--- Items from a dataset ---
--- START ---

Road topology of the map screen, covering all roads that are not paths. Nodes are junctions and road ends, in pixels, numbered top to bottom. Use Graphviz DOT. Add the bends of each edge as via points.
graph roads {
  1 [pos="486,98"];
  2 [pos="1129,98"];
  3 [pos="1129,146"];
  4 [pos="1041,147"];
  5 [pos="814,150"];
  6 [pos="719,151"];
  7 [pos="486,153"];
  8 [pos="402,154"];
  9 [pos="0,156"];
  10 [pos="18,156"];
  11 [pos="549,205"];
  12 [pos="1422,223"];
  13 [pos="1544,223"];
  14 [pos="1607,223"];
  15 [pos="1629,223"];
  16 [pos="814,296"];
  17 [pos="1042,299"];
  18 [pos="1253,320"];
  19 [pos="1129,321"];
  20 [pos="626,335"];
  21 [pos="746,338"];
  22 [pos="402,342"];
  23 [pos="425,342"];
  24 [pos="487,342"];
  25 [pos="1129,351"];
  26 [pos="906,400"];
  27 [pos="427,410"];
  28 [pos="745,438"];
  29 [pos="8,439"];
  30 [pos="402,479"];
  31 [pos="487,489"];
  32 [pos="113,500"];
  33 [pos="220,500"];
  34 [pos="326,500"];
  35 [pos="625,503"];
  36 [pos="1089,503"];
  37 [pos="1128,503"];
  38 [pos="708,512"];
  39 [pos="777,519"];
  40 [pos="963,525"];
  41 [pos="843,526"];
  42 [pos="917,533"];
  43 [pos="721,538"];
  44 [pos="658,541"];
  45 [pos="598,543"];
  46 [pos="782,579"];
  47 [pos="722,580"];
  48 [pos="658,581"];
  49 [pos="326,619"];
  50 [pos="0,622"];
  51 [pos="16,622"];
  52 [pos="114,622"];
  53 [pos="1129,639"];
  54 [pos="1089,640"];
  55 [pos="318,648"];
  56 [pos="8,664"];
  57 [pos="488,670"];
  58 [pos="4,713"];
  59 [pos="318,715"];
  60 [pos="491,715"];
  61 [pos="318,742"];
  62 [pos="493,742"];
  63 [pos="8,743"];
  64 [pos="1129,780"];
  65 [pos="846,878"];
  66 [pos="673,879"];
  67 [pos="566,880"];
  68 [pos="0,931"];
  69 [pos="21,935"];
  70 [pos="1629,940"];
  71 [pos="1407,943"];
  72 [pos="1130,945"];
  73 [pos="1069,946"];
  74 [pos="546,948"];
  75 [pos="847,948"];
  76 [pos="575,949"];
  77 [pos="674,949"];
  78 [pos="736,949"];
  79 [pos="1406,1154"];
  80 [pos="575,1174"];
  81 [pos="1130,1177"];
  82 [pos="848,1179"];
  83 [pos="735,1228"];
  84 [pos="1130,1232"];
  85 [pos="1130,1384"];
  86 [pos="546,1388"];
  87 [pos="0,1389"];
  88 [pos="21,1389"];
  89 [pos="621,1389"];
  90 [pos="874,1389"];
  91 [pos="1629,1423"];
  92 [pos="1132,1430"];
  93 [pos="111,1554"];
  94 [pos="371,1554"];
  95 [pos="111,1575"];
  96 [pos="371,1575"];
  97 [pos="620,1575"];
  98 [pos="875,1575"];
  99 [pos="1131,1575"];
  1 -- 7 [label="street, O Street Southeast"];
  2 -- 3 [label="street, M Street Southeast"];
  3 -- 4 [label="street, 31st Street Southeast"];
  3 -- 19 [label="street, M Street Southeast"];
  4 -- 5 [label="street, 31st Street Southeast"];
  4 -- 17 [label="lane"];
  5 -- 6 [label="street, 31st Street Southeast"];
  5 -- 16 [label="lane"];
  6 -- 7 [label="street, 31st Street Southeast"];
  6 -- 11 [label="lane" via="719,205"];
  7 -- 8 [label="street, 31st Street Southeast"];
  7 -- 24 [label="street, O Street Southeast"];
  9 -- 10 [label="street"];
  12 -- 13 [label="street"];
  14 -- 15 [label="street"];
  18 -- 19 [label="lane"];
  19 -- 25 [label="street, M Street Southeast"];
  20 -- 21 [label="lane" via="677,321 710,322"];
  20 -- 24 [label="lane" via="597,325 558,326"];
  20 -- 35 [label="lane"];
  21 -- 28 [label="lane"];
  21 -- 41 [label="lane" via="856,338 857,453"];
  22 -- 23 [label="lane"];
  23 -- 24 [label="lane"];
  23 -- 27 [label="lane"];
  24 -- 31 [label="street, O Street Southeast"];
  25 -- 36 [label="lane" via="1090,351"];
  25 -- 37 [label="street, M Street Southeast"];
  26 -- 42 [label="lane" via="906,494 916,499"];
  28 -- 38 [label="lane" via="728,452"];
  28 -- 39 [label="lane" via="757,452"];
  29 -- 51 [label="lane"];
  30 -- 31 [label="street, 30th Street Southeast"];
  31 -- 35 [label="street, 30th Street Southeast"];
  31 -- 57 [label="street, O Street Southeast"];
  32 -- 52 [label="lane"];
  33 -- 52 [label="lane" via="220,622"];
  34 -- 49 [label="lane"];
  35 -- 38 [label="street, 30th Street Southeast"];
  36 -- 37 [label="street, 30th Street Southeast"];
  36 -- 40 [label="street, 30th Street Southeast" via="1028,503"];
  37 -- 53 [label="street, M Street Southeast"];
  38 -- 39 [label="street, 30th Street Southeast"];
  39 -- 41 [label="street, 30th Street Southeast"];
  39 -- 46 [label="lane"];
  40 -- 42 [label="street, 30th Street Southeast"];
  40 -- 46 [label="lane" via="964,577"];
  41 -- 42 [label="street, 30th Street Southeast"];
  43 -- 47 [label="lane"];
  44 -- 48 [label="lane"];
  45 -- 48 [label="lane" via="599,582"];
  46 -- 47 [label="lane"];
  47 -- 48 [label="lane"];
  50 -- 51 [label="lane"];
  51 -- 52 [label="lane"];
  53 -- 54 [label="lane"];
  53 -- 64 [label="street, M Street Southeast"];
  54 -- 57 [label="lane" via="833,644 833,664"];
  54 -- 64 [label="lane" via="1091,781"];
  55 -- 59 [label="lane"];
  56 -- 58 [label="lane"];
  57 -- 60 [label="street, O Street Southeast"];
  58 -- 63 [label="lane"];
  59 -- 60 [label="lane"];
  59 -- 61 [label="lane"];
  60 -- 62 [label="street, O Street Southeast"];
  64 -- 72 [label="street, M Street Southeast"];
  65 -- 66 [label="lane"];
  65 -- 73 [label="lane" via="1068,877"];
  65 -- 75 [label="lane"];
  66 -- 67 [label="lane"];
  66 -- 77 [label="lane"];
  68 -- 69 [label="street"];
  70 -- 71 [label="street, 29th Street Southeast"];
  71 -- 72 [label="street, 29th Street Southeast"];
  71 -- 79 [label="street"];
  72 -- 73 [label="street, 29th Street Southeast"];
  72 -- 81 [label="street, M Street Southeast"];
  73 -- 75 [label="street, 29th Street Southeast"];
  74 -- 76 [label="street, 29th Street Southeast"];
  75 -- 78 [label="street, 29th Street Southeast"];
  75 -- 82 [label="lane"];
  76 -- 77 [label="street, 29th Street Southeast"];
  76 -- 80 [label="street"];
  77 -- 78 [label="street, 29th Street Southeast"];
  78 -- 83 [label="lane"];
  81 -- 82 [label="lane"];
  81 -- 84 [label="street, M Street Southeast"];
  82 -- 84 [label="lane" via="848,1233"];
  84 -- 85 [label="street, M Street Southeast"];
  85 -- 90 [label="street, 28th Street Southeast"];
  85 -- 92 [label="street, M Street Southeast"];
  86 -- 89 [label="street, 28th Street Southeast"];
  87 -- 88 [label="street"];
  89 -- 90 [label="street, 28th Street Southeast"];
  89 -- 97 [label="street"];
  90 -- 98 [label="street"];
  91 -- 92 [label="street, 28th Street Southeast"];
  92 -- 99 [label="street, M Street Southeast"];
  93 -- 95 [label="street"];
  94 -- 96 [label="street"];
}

--- END ---

Among the records above, how many lines carry the string "roads"? Reply with the number alone.

2